Claim: For $n≥5$, if $H$ is a subgroup of $S_n$ which contains all of the 3-cycles, and $K$ is a normal subgroup of $H$ such that $H/K$ is abelian, then K also contains all of the 3-cycles.

Attempt: let $f:H\to H/K$. I've already shown that for a group $G$ and $G'$ the subgroup generated by $\{ghg^{-1}h^{-1} \; : \; g,h \in G \}$; if $f:G\to H$ is a homomorphism then $Im(f)$ is abelian iff $G' ⊂ ker(f)$. How do I use this to show that $H' ⊂ K$? How do I show that every 3-cycle belongs to $H'$? (i.e express an arbitrary 3-cycle $(a_1a_2a_3)$ as $ghg^{-1}h^{-1}$ for some 3-cycles $g,h$ so that $g,h \in H$ and $(a_1a_2a_3) \in $H'$.)

Answer 1

You have $f:H \to H/K$ defined by $f(h)=hK$ is a homomorphism (the natural projection).

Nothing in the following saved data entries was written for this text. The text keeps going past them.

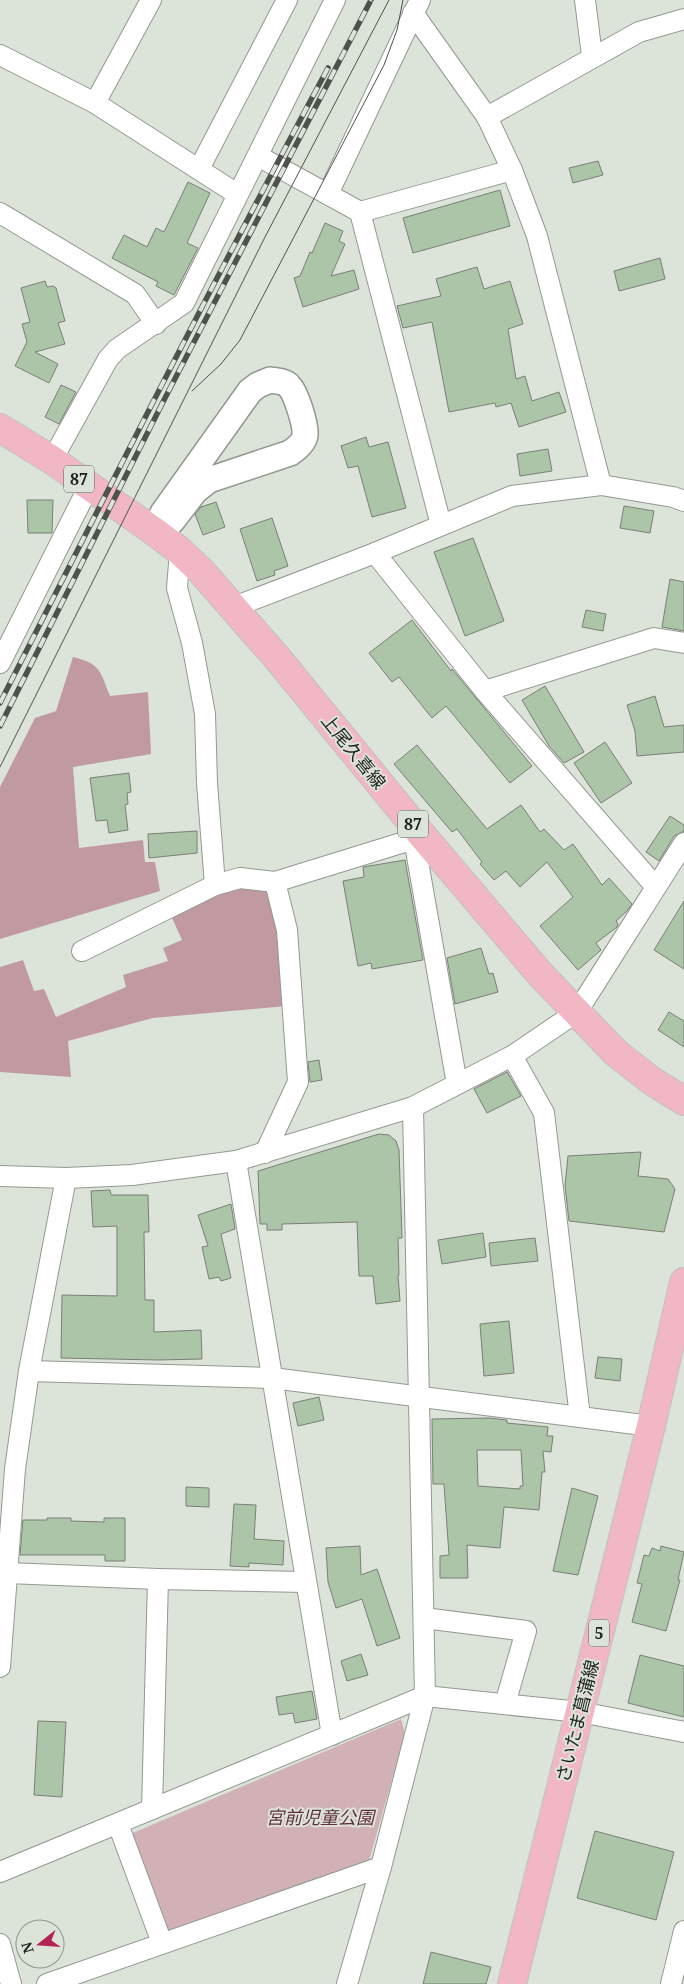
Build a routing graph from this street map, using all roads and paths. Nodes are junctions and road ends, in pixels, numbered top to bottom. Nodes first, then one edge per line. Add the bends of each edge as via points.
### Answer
1 (151, 0) edge
2 (287, 0) edge
3 (334, 0) edge
4 (585, 0) edge
5 (417, 7) edge
6 (684, 19) edge
7 (0, 54) edge
8 (592, 56) junction
9 (96, 103) junction
10 (487, 117) junction
11 (258, 156) junction
12 (199, 170) junction
13 (512, 170) junction
14 (237, 194) junction
15 (328, 194) junction
16 (360, 212) junction
17 (0, 213) edge
18 (156, 324) junction
19 (229, 422) junction
20 (0, 428) edge
21 (52, 460) junction
22 (245, 468) junction
23 (601, 485) junction
24 (89, 486) junction
25 (684, 501) edge
26 (441, 525) junction
27 (155, 532) junction
28 (180, 551) junction
29 (375, 553) junction
30 (234, 607) junction
31 (684, 643) edge
32 (0, 663) edge
33 (485, 692) junction
34 (418, 837) junction
35 (684, 844) edge
36 (274, 882) junction
37 (215, 885) junction
38 (655, 886) junction
39 (82, 952) dead end
40 (577, 1012) junction
41 (512, 1056) junction
42 (457, 1084) junction
43 (684, 1102) edge
44 (413, 1107) junction
45 (265, 1153) junction
46 (236, 1161) junction
47 (0, 1176) edge
48 (66, 1178) junction
49 (684, 1282) edge
50 (29, 1371) junction
51 (272, 1378) junction
52 (419, 1397) junction
53 (580, 1417) junction
54 (651, 1426) junction
55 (7, 1573) junction
56 (158, 1579) junction
57 (306, 1582) junction
58 (424, 1618) junction
59 (0, 1667) edge
60 (425, 1696) junction
61 (505, 1704) junction
62 (580, 1712) junction
63 (684, 1732) edge
64 (332, 1735) junction
65 (152, 1810) junction
66 (118, 1824) junction
67 (381, 1867) junction
68 (0, 1872) edge
69 (684, 1931) edge
70 (162, 1943) junction
71 (0, 1944) edge
72 (11, 1984) edge
73 (47, 1984) edge
74 (347, 1984) edge
75 (512, 1984) edge
76 (671, 1984) edge

1 - 9 street
2 - 12 street
3 - 11 street
4 - 8 street
5 - 10 street
5 - 15 street
6 - 8 street via 638,32
7 - 9 street
8 - 10 street
9 - 12 street
10 - 13 street
11 - 14 street
11 - 15 street
12 - 14 street
13 - 16 street
13 - 23 street via 537,236
14 - 18 street via 184,304
15 - 16 street
16 - 26 street
17 - 18 street via 135,294
18 - 21 street via 117,349 108,359
19 - 22 street via 232,444
19 - 22 street via 250,391 270,380 289,385 295,396 305,437 290,453
19 - 27 street via 162,513
20 - 21 main road, 上尾久喜線 / 87
21 - 24 main road, 上尾久喜線 / 87
22 - 27 street via 209,480 172,521
23 - 25 street
23 - 26 street via 512,496
24 - 27 main road, 上尾久喜線 / 87
24 - 32 street
26 - 29 street
27 - 28 main road, 上尾久喜線 / 87
28 - 30 main road, 上尾久喜線 / 87
28 - 37 street via 177,588 192,643 205,714
29 - 30 street
29 - 33 street
30 - 34 main road, 上尾久喜線 / 87
31 - 33 street via 654,638
33 - 38 street
34 - 36 street
34 - 40 main road, 上尾久喜線 / 87
34 - 42 street
35 - 38 street
36 - 37 street via 240,878
36 - 45 street via 287,930 298,1082
37 - 39 street
38 - 40 street
40 - 41 street
40 - 43 main road, 上尾久喜線 / 87 via 616,1053
41 - 42 street
41 - 53 street via 544,1112
42 - 44 street
44 - 45 street
44 - 52 street
45 - 46 street
46 - 48 street via 132,1175
46 - 51 street
47 - 48 street
48 - 50 street
49 - 54 main road, さいたま菖蒲線 / 5
50 - 51 street
50 - 55 street via 15,1468
51 - 52 street
51 - 57 street
52 - 53 street
52 - 58 street
53 - 54 street
54 - 62 main road, さいたま菖蒲線 / 5
55 - 56 street
55 - 59 street
56 - 57 street
56 - 65 street
57 - 64 street
58 - 60 street
58 - 61 street via 526,1631
60 - 61 street
60 - 64 street
60 - 67 street
61 - 62 street
62 - 63 street
62 - 75 main road, さいたま菖蒲線 / 5
64 - 65 street
65 - 66 street
66 - 68 street
66 - 70 street
67 - 70 street
67 - 74 street
69 - 76 street
70 - 73 street
71 - 72 street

Since $H/K$ is abelian, the image of $f$ is abelian and thus $H' \subset ker(f)$. But $ker(f)=K$ (because $f(h)=hK=K$ iff $h \in K$).

Now consider a 3-cycle $(a_1a_2a_3)$. Since $n \geq 5$, there are some numbers $a_4$ and $a_5$ disjoint from $a_1,a_2,a_3$. Note that if we let $x=(a_1a_2a_4),y=(a_1a_3a_5)$. Then since $H$ contains all 3-cycles $x,y \in H$. Therefore, $$xyx^{-1}y^{-1} = (a_1a_2a_4)(a_1a_3a_5)(a_1a_4a_2)(a_1a_5a_3)=(a_1a_2a_3) \in H'$$

Now $H' \subseteq K$. So $K$ contains all 3-cycles.